■ **INFORMATION SUPPLIED**
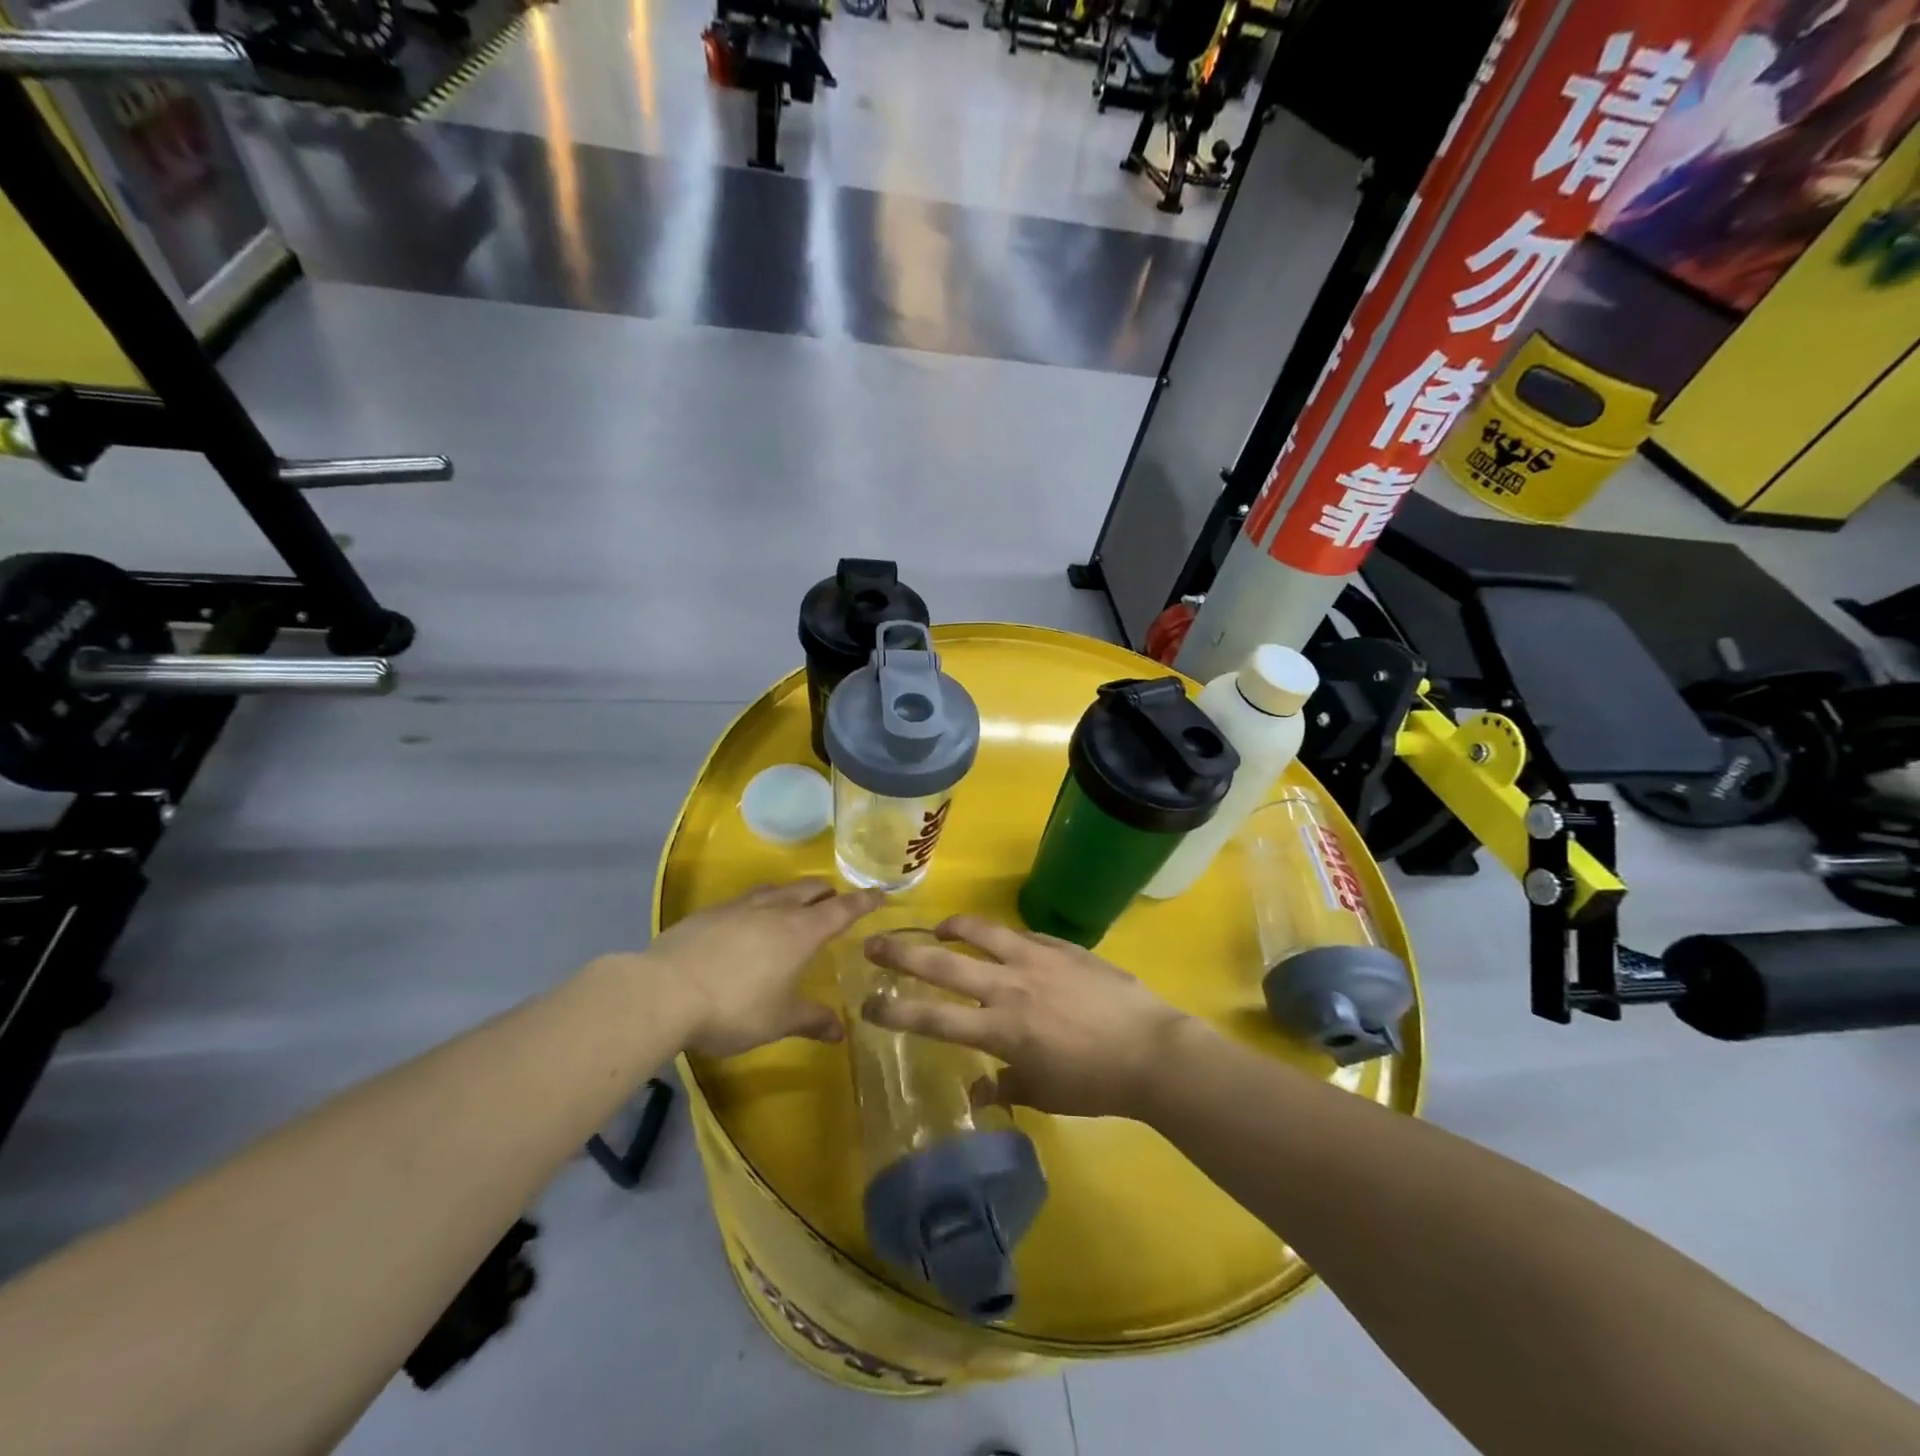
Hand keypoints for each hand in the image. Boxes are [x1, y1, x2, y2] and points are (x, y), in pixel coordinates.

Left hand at [646, 880, 885, 1056]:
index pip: (842, 909)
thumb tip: (840, 1031)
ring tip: (795, 903)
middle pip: (809, 889)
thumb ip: (811, 1020)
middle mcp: (775, 910)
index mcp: (801, 931)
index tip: (880, 893)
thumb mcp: (778, 1021)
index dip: (864, 901)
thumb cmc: (734, 1007)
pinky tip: (748, 920)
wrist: (664, 992)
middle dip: (827, 893)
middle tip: (836, 901)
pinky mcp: (709, 913)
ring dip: (793, 893)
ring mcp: (739, 907)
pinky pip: (745, 900)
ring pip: (776, 889)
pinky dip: (760, 904)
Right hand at [863, 916, 1190, 1118]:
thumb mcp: (1044, 1094)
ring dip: (952, 927)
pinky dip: (1003, 936)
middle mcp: (1008, 987)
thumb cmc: (1095, 1083)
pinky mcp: (1061, 947)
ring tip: (937, 928)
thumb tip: (976, 1092)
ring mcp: (1035, 959)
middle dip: (902, 954)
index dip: (895, 1011)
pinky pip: (1022, 934)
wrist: (1150, 1050)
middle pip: (943, 964)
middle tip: (874, 944)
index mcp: (1000, 1029)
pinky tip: (1001, 940)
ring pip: (981, 931)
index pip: (933, 1017)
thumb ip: (1005, 1088)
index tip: (868, 1004)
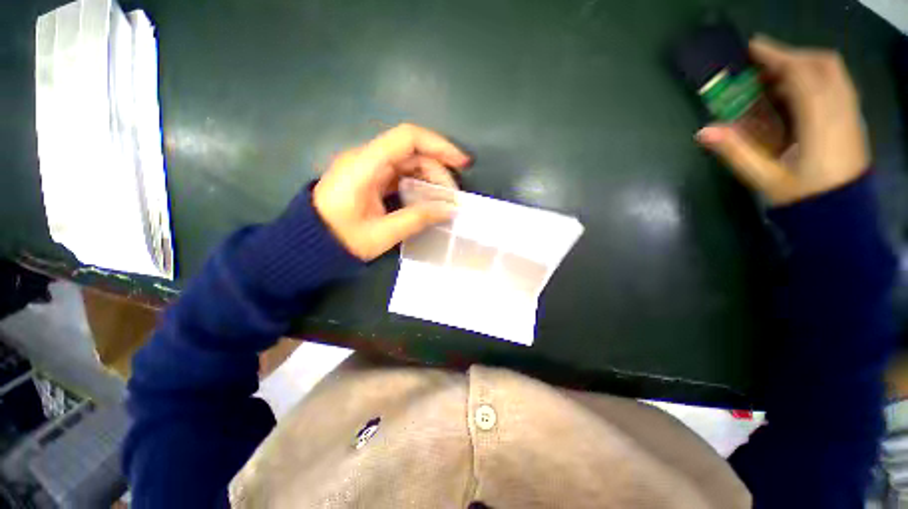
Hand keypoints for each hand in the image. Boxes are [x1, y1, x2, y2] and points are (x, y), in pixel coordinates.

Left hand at [312, 123, 470, 260]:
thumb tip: (450, 209)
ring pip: (408, 162)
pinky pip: (401, 173)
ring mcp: (368, 167)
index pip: (407, 138)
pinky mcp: (371, 177)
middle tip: (452, 197)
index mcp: (364, 165)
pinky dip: (419, 183)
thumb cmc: (341, 240)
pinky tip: (428, 198)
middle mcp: (366, 158)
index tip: (461, 163)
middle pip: (412, 151)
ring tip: (444, 200)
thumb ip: (417, 219)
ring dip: (430, 177)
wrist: (310, 243)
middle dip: (438, 170)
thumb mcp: (382, 234)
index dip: (439, 145)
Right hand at [696, 36, 868, 205]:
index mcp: (821, 122)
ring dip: (804, 66)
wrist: (842, 216)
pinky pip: (838, 84)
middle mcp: (841, 109)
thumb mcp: (765, 177)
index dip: (778, 55)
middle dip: (792, 57)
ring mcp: (851, 113)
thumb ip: (736, 151)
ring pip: (833, 72)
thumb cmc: (804, 197)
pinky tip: (797, 94)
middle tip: (764, 66)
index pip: (803, 74)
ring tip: (777, 79)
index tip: (752, 49)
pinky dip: (816, 78)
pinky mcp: (853, 119)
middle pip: (823, 64)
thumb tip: (702, 131)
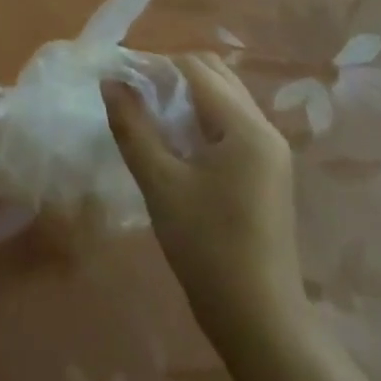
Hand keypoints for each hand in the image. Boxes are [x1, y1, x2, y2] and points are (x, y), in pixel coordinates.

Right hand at [103, 53, 306, 352]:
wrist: (257, 316)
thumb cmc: (205, 245)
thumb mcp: (159, 182)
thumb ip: (132, 127)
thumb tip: (111, 82)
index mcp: (245, 128)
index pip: (196, 70)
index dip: (154, 65)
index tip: (117, 76)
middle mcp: (265, 130)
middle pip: (216, 77)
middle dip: (171, 75)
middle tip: (130, 94)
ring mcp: (269, 152)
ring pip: (224, 101)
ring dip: (185, 97)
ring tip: (145, 114)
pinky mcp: (265, 173)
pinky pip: (230, 126)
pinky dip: (199, 120)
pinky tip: (171, 141)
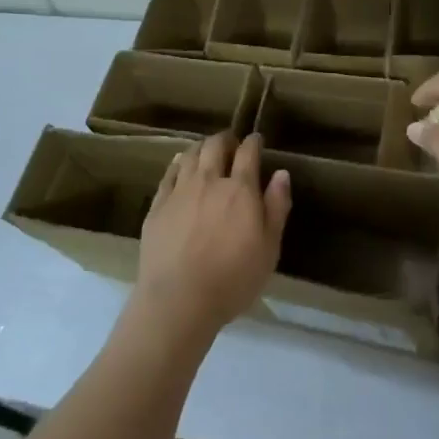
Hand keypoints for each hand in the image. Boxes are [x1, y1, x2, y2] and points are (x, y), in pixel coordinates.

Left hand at [134, 132, 289, 339]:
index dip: (253, 142)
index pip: (248, 153)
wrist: (178, 299)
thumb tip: (281, 173)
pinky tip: (180, 166)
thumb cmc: (233, 279)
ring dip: (201, 147)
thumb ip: (276, 207)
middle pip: (215, 146)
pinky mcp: (158, 204)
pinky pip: (168, 173)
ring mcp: (180, 191)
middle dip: (225, 139)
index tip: (256, 140)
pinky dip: (178, 163)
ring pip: (189, 154)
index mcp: (240, 190)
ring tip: (206, 151)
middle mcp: (209, 181)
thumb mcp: (269, 248)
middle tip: (231, 143)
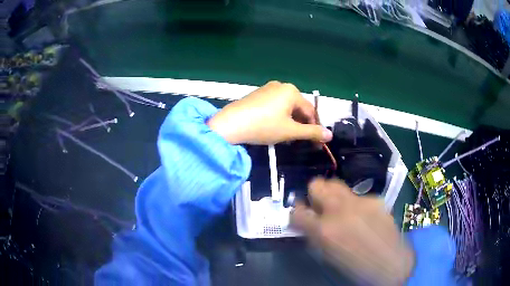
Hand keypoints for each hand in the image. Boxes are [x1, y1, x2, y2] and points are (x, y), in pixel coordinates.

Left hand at [207, 81, 332, 144]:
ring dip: (291, 122)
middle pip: (298, 108)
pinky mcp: (257, 95)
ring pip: (286, 108)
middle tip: (300, 142)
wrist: (230, 124)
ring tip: (287, 138)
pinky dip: (279, 117)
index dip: (314, 128)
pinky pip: (274, 106)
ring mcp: (267, 89)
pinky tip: (273, 128)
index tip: (316, 143)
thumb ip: (311, 132)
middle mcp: (281, 86)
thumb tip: (330, 135)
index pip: (310, 111)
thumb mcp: (290, 131)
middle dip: (301, 125)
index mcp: (292, 91)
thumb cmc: (264, 126)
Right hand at [291, 178, 414, 284]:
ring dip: (334, 196)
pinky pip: (358, 197)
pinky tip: (365, 218)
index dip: (296, 213)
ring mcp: (360, 201)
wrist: (391, 262)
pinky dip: (356, 205)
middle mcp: (340, 210)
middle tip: (319, 205)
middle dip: (313, 194)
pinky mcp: (375, 199)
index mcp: (324, 230)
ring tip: (342, 209)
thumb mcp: (327, 255)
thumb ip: (314, 236)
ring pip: (337, 185)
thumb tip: (306, 222)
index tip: (300, 215)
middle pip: (317, 184)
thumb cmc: (355, 266)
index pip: (297, 212)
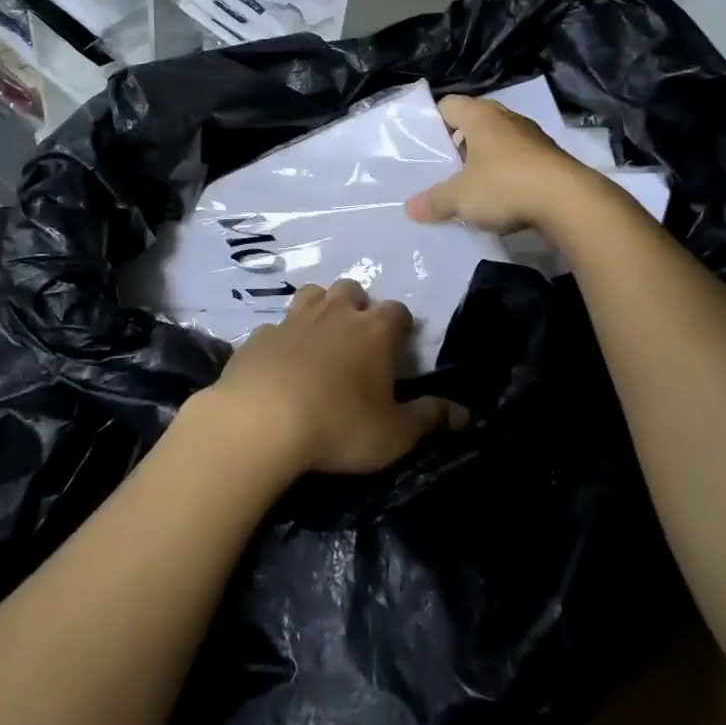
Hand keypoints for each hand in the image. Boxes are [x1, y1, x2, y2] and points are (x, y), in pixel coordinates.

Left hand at [192, 280, 465, 477]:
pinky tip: (280, 362)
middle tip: (358, 339)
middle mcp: (336, 313)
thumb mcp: (395, 434)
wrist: (261, 421)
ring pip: (312, 294)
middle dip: (358, 306)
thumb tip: (466, 414)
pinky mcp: (259, 336)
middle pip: (353, 290)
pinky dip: (283, 338)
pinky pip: (276, 326)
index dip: (401, 327)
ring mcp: (294, 319)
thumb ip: (430, 419)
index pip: (398, 312)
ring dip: (320, 308)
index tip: (399, 348)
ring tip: (321, 338)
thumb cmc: (339, 425)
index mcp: (375, 331)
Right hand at [405, 95, 596, 234]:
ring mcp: (532, 136)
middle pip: (475, 121)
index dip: (434, 121)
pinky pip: (519, 159)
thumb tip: (410, 209)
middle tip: (445, 165)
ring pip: (499, 140)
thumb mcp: (460, 197)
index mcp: (480, 116)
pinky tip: (501, 195)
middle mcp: (507, 118)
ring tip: (470, 182)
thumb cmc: (505, 186)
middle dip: (459, 141)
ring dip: (485, 157)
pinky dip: (508, 172)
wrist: (568, 201)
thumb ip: (434, 201)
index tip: (425, 144)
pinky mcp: (550, 158)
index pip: (449, 104)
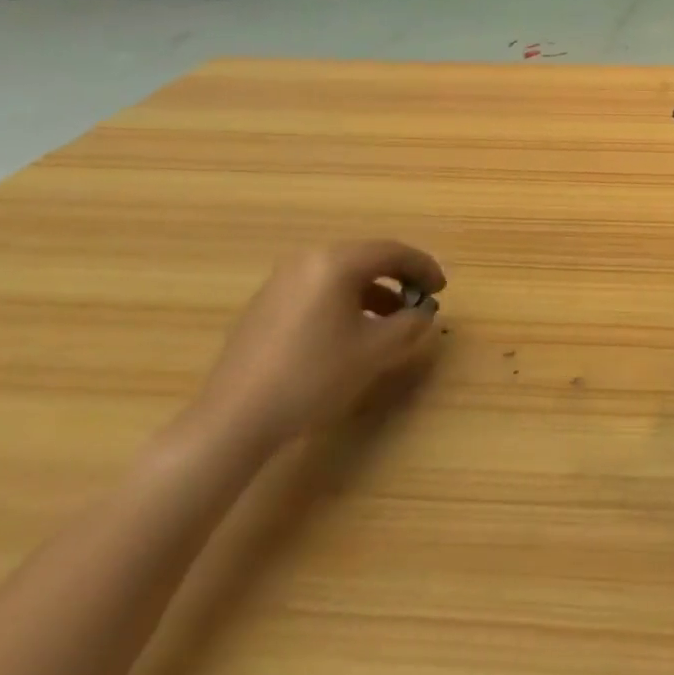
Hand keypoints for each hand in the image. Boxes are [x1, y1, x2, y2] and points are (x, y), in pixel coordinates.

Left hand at [190, 240, 445, 454]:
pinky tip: (349, 334)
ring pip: (341, 276)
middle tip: (419, 301)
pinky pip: (318, 291)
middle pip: (366, 259)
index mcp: (336, 262)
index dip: (424, 268)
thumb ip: (410, 325)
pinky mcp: (264, 307)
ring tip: (390, 322)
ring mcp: (280, 283)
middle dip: (399, 278)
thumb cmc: (313, 377)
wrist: (232, 422)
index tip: (442, 290)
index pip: (393, 252)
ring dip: (373, 292)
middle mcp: (307, 261)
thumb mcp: (376, 351)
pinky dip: (344, 303)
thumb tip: (423, 314)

■ **WORK TO COMPLETE**
Set down, exactly as they stand above, the lines starting with the line with "ring mcp: (532, 136)" and going on through the line with "ring tip: (470, 182)", and no others.

■ **ANSWER BOX**
ring mcp: (532, 136)
middle pip: (475, 121)
index dip: (434, 121)
pinky pip: (519, 159)
thumb tip: (410, 209)
middle tip: (445, 165)
ring pip: (499, 140)
thumb mcp: (460, 197)
index mcp: (480, 116)
pinky tip: (501, 195)
middle mcp: (507, 118)
ring tip: (470, 182)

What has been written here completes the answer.